On Sat, 06 Dec 2003 19:07:54 +0100, Michal Zalewski said:

> time, which is doubtful. The only use of 'su' is when you believe the old
> and silly rule not to allow direct root logins... but the rule is of very
> little value - it does not truly make any kind of attack more difficult or
> less likely to succeed, and having an extra setuid program (a fairly
> complex one, and with several vulnerabilities in the past) is a high price
> to pay.

Sometimes, old and silly rules aren't just about security.

The *real* reason for the "always su from a user account" rule isn't to stop
exploits.  It's so you have an audit trail of who did what.

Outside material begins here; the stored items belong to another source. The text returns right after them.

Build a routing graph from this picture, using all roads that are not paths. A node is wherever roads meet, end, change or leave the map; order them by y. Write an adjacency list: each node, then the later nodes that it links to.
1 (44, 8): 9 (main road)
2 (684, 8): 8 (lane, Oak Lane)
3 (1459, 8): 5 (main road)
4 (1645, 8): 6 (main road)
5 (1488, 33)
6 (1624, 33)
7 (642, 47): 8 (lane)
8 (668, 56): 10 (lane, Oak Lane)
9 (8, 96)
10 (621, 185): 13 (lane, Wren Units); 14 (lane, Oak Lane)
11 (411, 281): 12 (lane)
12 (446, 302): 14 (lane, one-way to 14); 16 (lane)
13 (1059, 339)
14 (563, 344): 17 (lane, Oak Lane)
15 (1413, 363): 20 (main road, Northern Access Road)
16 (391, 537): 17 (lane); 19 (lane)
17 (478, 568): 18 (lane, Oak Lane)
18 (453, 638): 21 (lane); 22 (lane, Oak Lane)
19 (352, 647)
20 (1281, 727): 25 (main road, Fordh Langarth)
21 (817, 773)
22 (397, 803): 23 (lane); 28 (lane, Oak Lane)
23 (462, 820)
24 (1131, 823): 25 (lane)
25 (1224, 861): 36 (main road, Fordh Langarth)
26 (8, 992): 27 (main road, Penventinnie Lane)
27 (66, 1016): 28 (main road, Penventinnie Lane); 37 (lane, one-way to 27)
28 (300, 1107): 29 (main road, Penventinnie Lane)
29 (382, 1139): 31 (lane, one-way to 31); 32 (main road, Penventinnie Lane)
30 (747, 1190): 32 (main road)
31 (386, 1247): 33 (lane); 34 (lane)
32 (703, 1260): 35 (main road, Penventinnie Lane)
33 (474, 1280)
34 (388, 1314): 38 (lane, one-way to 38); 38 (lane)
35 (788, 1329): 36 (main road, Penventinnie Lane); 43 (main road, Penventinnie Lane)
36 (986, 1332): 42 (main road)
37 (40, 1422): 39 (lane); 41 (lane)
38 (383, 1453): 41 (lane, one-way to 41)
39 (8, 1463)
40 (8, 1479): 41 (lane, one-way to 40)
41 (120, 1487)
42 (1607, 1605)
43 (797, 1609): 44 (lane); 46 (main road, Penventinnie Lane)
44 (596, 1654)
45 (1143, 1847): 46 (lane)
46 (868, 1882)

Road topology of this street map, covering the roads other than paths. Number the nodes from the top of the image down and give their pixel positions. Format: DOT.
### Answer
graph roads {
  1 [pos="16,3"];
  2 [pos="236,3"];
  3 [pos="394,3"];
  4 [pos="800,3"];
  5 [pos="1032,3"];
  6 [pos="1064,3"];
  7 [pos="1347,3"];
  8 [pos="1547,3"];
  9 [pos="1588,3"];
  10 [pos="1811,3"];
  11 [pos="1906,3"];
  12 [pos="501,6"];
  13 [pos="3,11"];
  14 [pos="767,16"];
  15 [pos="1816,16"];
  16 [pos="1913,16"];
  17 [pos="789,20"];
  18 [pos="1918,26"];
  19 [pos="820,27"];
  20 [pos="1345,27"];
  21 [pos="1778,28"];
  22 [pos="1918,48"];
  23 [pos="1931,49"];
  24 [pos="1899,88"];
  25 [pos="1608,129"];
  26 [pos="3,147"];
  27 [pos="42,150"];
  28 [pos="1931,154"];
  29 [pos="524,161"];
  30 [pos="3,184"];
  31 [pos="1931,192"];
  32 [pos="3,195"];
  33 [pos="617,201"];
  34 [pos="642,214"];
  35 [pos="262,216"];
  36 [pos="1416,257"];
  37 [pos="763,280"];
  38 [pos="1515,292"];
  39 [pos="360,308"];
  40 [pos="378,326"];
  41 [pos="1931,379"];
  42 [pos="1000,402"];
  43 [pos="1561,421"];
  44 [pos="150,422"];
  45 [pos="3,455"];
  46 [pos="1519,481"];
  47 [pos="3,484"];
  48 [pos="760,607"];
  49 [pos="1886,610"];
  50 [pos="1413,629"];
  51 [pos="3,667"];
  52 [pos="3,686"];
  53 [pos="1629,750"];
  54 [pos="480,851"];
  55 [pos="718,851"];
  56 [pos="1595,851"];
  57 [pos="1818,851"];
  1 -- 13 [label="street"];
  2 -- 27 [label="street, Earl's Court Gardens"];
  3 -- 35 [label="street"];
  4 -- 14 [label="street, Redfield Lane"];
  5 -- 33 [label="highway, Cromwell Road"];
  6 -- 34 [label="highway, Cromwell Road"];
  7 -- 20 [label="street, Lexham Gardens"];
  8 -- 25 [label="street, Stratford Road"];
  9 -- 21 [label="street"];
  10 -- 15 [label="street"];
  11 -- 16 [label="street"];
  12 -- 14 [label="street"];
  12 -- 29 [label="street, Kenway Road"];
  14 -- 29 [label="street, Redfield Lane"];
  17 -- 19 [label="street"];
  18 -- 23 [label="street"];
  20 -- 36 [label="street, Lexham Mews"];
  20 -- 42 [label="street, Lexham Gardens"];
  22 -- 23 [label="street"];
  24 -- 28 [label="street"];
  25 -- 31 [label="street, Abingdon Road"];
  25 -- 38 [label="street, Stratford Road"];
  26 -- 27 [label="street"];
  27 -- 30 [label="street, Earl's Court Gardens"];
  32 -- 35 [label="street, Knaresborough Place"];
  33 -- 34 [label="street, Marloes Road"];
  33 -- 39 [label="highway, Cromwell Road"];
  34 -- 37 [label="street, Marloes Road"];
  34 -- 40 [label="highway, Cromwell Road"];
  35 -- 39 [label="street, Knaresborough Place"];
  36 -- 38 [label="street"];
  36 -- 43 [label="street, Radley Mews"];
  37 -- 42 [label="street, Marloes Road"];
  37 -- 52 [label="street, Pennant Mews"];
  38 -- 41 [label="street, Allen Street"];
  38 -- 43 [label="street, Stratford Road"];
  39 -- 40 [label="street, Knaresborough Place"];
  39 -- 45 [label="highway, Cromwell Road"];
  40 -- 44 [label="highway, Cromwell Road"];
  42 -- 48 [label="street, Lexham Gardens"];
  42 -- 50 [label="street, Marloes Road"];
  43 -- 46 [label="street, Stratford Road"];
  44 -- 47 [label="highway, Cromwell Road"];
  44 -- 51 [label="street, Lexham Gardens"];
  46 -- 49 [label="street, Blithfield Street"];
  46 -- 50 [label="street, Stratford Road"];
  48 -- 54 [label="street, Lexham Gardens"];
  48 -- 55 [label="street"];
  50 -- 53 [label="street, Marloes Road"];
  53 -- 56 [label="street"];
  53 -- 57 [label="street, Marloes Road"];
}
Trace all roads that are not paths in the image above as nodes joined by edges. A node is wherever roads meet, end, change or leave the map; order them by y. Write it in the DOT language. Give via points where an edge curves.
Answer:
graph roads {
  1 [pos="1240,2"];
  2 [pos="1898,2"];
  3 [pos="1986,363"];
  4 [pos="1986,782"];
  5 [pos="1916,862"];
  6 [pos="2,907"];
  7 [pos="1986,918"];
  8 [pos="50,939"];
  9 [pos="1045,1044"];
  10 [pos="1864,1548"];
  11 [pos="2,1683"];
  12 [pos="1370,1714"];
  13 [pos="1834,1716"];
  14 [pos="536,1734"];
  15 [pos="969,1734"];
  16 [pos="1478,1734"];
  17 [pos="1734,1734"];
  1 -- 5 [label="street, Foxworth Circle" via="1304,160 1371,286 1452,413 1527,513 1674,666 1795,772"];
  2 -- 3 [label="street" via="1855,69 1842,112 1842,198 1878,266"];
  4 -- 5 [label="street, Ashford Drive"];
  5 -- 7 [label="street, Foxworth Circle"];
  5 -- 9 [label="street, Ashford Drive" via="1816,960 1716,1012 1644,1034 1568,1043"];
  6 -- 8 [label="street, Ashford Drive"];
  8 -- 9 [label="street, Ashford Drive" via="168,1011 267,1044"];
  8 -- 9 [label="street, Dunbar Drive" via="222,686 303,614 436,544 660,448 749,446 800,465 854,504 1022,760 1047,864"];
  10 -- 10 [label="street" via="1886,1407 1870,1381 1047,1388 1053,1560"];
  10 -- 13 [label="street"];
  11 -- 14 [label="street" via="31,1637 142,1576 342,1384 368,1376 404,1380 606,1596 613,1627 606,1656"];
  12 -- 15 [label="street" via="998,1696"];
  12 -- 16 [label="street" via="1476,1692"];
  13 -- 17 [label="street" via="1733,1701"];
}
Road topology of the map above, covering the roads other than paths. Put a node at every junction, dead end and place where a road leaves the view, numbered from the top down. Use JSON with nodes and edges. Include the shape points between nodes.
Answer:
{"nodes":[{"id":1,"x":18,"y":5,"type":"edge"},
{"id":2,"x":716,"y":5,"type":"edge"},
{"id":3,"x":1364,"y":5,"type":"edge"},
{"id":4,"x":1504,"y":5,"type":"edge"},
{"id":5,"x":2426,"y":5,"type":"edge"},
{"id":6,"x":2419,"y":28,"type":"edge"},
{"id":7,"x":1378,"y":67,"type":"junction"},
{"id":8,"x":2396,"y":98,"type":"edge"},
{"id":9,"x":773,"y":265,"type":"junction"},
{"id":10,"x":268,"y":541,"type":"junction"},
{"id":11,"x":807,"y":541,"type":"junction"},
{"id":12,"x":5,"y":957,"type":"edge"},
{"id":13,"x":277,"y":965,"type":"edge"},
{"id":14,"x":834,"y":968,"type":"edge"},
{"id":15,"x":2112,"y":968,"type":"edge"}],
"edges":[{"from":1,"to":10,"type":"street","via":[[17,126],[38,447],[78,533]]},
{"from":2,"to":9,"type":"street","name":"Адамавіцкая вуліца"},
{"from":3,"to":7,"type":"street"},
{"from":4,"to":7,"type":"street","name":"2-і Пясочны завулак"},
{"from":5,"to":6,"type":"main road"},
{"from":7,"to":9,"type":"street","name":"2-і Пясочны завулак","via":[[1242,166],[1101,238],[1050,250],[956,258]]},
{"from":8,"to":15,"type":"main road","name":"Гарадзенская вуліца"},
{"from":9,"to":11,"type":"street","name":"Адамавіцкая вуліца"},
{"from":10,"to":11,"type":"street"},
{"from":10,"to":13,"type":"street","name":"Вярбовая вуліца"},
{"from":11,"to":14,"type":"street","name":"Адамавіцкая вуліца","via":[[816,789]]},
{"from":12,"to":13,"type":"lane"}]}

Quite often in a large shop, you'll have 5 or 6 people who have legitimate root
access to a box.  Now, no sysadmin is perfect, so somebody *will* screw up
eventually.   So you're sitting there at 2AM trying to fix something, and find
that somebody started changing something, got halfway through, didn't update
the Changelog file, and you have no idea what the other half of the change is
supposed to be (or even perhaps which half of the change can be backed out).
(And yes, I've seen it happen.  No matter how dedicated the sysadmin, if the
phone rings and they find out their kid fell out of a tree and broke their arm,
that change won't get completed or documented - they're out the door and on the
way to the hospital).

If everybody logs in as root directly, you get to call all 5 other people and
hope the first one or two know what's going on.

If everybody logs in as themselves, and then su's, you can say "Hey, Charlie
logged in at 14:08, and su'ed at 14:10, and the file got changed at 14:15. He's
probably the one we need to wake up".